Depois de Caetano, foram mais de vinte outros livros editados (a maioria com CDs correspondentes), contemplando nomes como Chico Buarque, Edu Lobo, Braguinha, Noel Rosa, Carlos Lyra, Dorival Caymmi, João Donato (foto acima), Djavan, Francis Hime, Rita Lee, Gilberto Gil, entre outros medalhões. O último trabalho foi o livro (e uma caixa com três CDs) de canções de João Bosco, presença constante em quase todos os discos produzidos por Chediak.
''Eu participei em todos (os CDs da série Songbook), em alguns até com mais de uma música. É um trabalho importantíssimo. Os discos funcionavam como uma usina de experimentação, com muitas releituras feitas com total liberdade. E os livros eram feitos com muito cuidado, das cifras às entrevistas e biografias de cada artista'', João declarou ao saber da morte terrível de Chediak. ''Estou chocado, não sabemos o que houve, só que essa pessoa cheia de vida não está mais aqui''. O produtor musical foi assassinado brutalmente em maio de 2003, com quatro tiros no rosto, em Petrópolis.

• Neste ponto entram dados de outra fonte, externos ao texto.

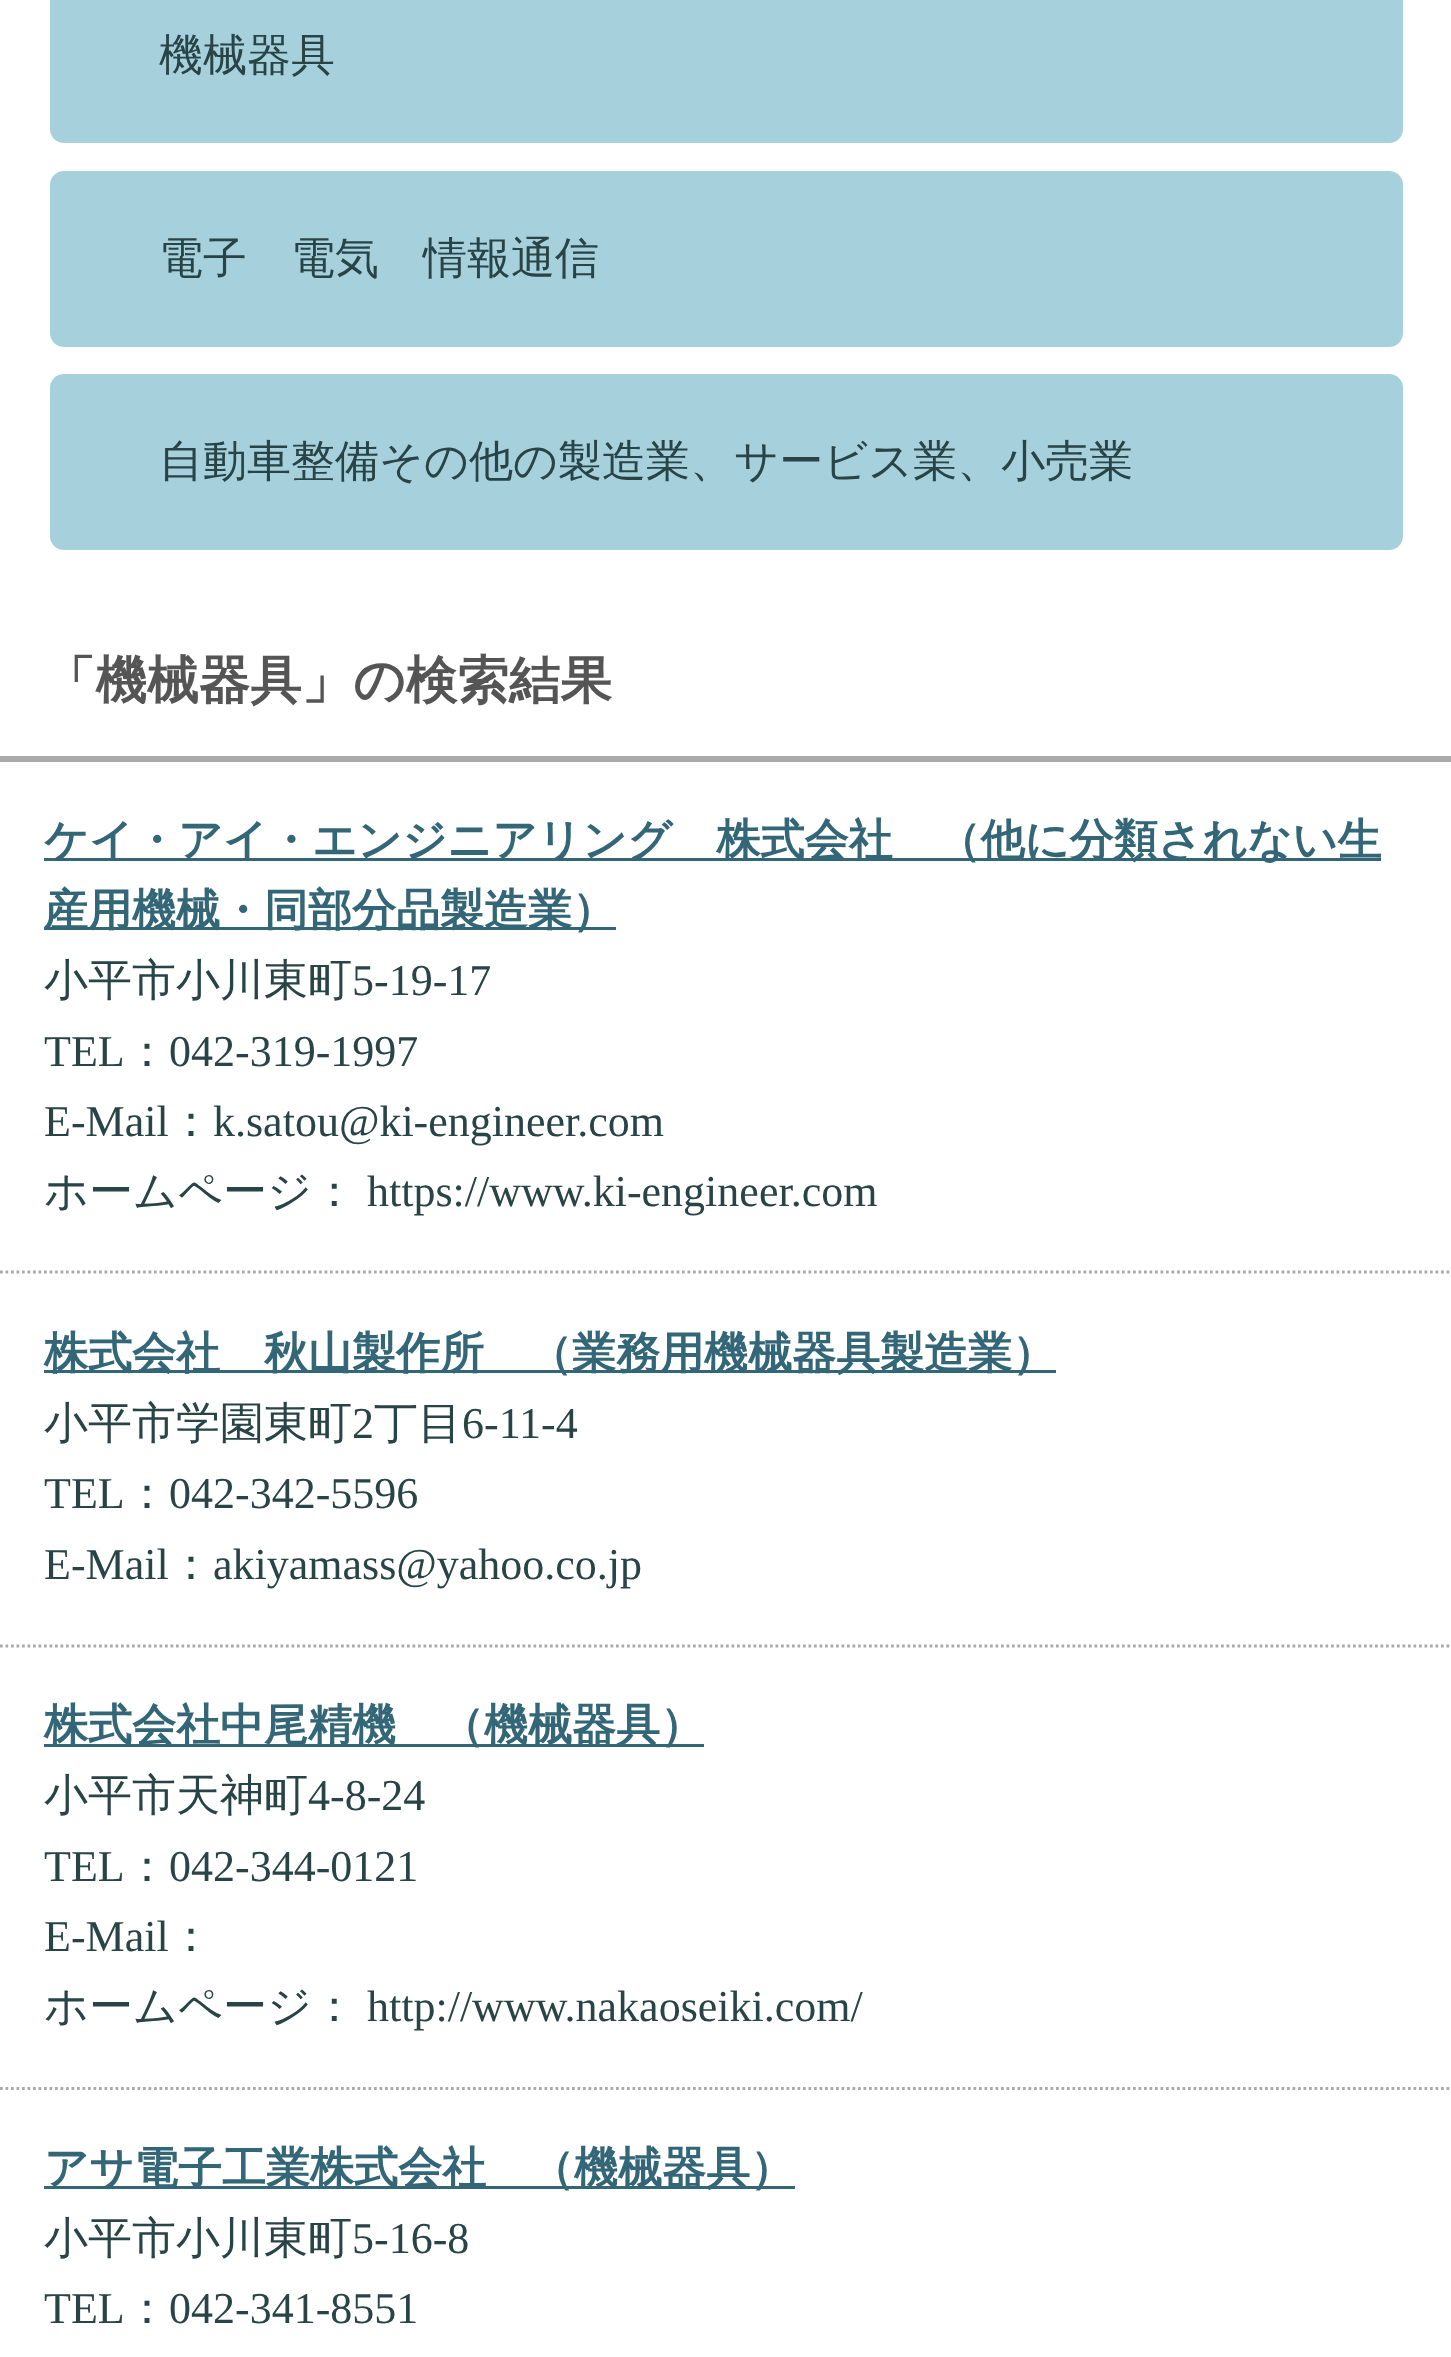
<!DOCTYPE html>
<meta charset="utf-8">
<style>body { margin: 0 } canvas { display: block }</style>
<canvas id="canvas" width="1451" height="2357"></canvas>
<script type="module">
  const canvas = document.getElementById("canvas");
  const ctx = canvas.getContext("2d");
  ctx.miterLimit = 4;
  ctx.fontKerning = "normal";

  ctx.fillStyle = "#ffffff";
  ctx.fillRect(0, 0, 1451, 2357);
  ctx.fillStyle = "#a6d1dc";
  ctx.beginPath();
  ctx.roundRect(50, -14, 1353, 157, 14);
  ctx.fill();
  ctx.font = "500 44px WenQuanYi Zen Hei";
  ctx.fillStyle = "#294446";
  ctx.fillText("機械器具", 159, 70);
  ctx.fillStyle = "#a6d1dc";
  ctx.beginPath();
  ctx.roundRect(50, 171, 1353, 176, 14);
  ctx.fill();
  ctx.fillStyle = "#294446";
  ctx.fillText("電子　電気　情報通信", 159, 273);
  ctx.fillStyle = "#a6d1dc";
  ctx.beginPath();
  ctx.roundRect(50, 374, 1353, 176, 14);
  ctx.fill();
  ctx.fillStyle = "#294446";
  ctx.fillText("自動車整備その他の製造業、サービス業、小売業", 159, 476);
  ctx.fillStyle = "#aaaaaa";
  ctx.fillRect(0, 756, 1451, 6);
  ctx.font = "bold 51.5px WenQuanYi Zen Hei";
  ctx.fillStyle = "#555555";
  ctx.fillText("「機械器具」の検索結果", 44, 698);
  ctx.beginPath();
  ctx.moveTo(0, 1272);
  ctx.lineTo(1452, 1272);
  ctx.strokeStyle = "#aaaaaa";
  ctx.lineWidth = 2.8;
  ctx.setLineDash([2.75, 2.75]);
  ctx.stroke();
  ctx.fillStyle = "#336677";
  ctx.fillRect(44, 858, 1337, 3);
  ctx.font = "bold 44px WenQuanYi Zen Hei";
  ctx.fillText("ケイ・アイ・エンジニアリング　株式会社　（他に分類されない生", 44, 855);
  ctx.fillRect(44, 927, 572, 3);
  ctx.fillText("産用機械・同部分品製造業）", 44, 925);
  ctx.font = "500 44px WenQuanYi Zen Hei";
  ctx.fillStyle = "#294446";
  ctx.fillText("小平市小川東町", 44, 995);
  ctx.font = "44px Liberation Serif";
  ctx.fillText("5-19-17", 352, 995);
  ctx.fillText("TEL", 44, 1066);
  ctx.font = "500 44px WenQuanYi Zen Hei";
  ctx.fillText("：", 125, 1066);
  ctx.font = "44px Liberation Serif";
  ctx.fillText("042-319-1997", 169, 1066);
  ctx.fillText("E-Mail", 44, 1136);
  ctx.font = "500 44px WenQuanYi Zen Hei";
  ctx.fillText("：", 169, 1136);
  ctx.font = "44px Liberation Serif";
  ctx.fillText("k.satou@ki-engineer.com", 213, 1136);
  ctx.font = "500 44px WenQuanYi Zen Hei";
  ctx.fillText("ホームページ：", 44, 1206);
  ctx.font = "44px Liberation Serif";
  ctx.fillText("https://www.ki-engineer.com", 367, 1206);
  ctx.beginPath();
  ctx.moveTo(0, 1646);
  ctx.lineTo(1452, 1646);
  ctx.stroke();
  ctx.fillStyle = "#336677";
  ctx.fillRect(44, 1370, 1012, 3);
  ctx.font = "bold 44px WenQuanYi Zen Hei";
  ctx.fillText("株式会社　秋山製作所　（業務用機械器具製造業）", 44, 1368);
  ctx.font = "500 44px WenQuanYi Zen Hei";
  ctx.fillStyle = "#294446";
  ctx.fillText("小平市学園東町", 44, 1438);
  ctx.font = "44px Liberation Serif";
  ctx.fillText("2", 352, 1438);
  ctx.font = "500 44px WenQuanYi Zen Hei";
  ctx.fillText("丁目", 374, 1438);
  ctx.font = "44px Liberation Serif";
  ctx.fillText("6-11-4", 462, 1438);
  ctx.fillText("TEL", 44, 1508);
  ctx.font = "500 44px WenQuanYi Zen Hei";
  ctx.fillText("：", 125, 1508);
  ctx.font = "44px Liberation Serif";
  ctx.fillText("042-342-5596", 169, 1508);
  ctx.fillText("E-Mail", 44, 1579);
  ctx.font = "500 44px WenQuanYi Zen Hei";
  ctx.fillText("：", 169, 1579);
  ctx.font = "44px Liberation Serif";
  ctx.fillText("akiyamass@yahoo.co.jp", 213, 1579);
  ctx.beginPath();
  ctx.moveTo(0, 2088.5);
  ctx.lineTo(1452, 2088.5);
  ctx.stroke();
  ctx.fillStyle = "#336677";
  ctx.fillRect(44, 1744, 660, 3);
  ctx.font = "bold 44px WenQuanYi Zen Hei";
  ctx.fillText("株式会社中尾精機　（機械器具）", 44, 1740);
  ctx.font = "500 44px WenQuanYi Zen Hei";
  ctx.fillStyle = "#294446";
  ctx.fillText("小平市天神町", 44, 1810);
  ctx.font = "44px Liberation Serif";
  ctx.fillText("4-8-24", 308, 1810);
  ctx.fillText("TEL", 44, 1881);
  ctx.font = "500 44px WenQuanYi Zen Hei";
  ctx.fillText("：", 125, 1881);
  ctx.font = "44px Liberation Serif";
  ctx.fillText("042-344-0121", 169, 1881);
  ctx.fillText("E-Mail", 44, 1951);
  ctx.font = "500 44px WenQuanYi Zen Hei";
  ctx.fillText("：", 169, 1951);
  ctx.fillText("ホームページ：", 44, 2021);
  ctx.font = "44px Liberation Serif";
  ctx.fillText("http://www.nakaoseiki.com/", 367, 2021);
  ctx.fillStyle = "#336677";
  ctx.fillRect(44, 2186, 751, 3);
  ctx.font = "bold 44px WenQuanYi Zen Hei";
  ctx.fillText("アサ電子工業株式会社　（機械器具）", 44, 2183);
  ctx.font = "500 44px WenQuanYi Zen Hei";
  ctx.fillStyle = "#294446";
  ctx.fillText("小平市小川東町", 44, 2253);
  ctx.font = "44px Liberation Serif";
  ctx.fillText("5-16-8", 352, 2253);
  ctx.fillText("TEL", 44, 2323);
  ctx.font = "500 44px WenQuanYi Zen Hei";
  ctx.fillText("：", 125, 2323);
  ctx.font = "44px Liberation Serif";
  ctx.fillText("042-341-8551", 169, 2323);
</script>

Nascido no Rio de Janeiro, em 21 de junho de 1950, Chediak começou seus estudos com uma das grandes lendas da música popular brasileira, o mestre Herondino Silva, o mitológico Dino Sete Cordas. Aos 17 anos, já dava aulas e aprimorava seus conhecimentos com o professor Ian Guest. Entre os alunos que passaram pelas aulas de Almir estavam nomes famosos, como Gal Costa, Moraes Moreira, Carlos Lyra, Tim Maia, Ed Motta e Cazuza, que se revezaram pelo seu Centro Musical instalado em Copacabana.
Com sua morte, a MPB perdeu o autor de um trabalho que Tom Jobim definia como ''coisa patriótica''. Mais: perdeu um soldado insubstituível na guerrilha cultural travada entre a nossa música e a vertigem cretina das grandes gravadoras.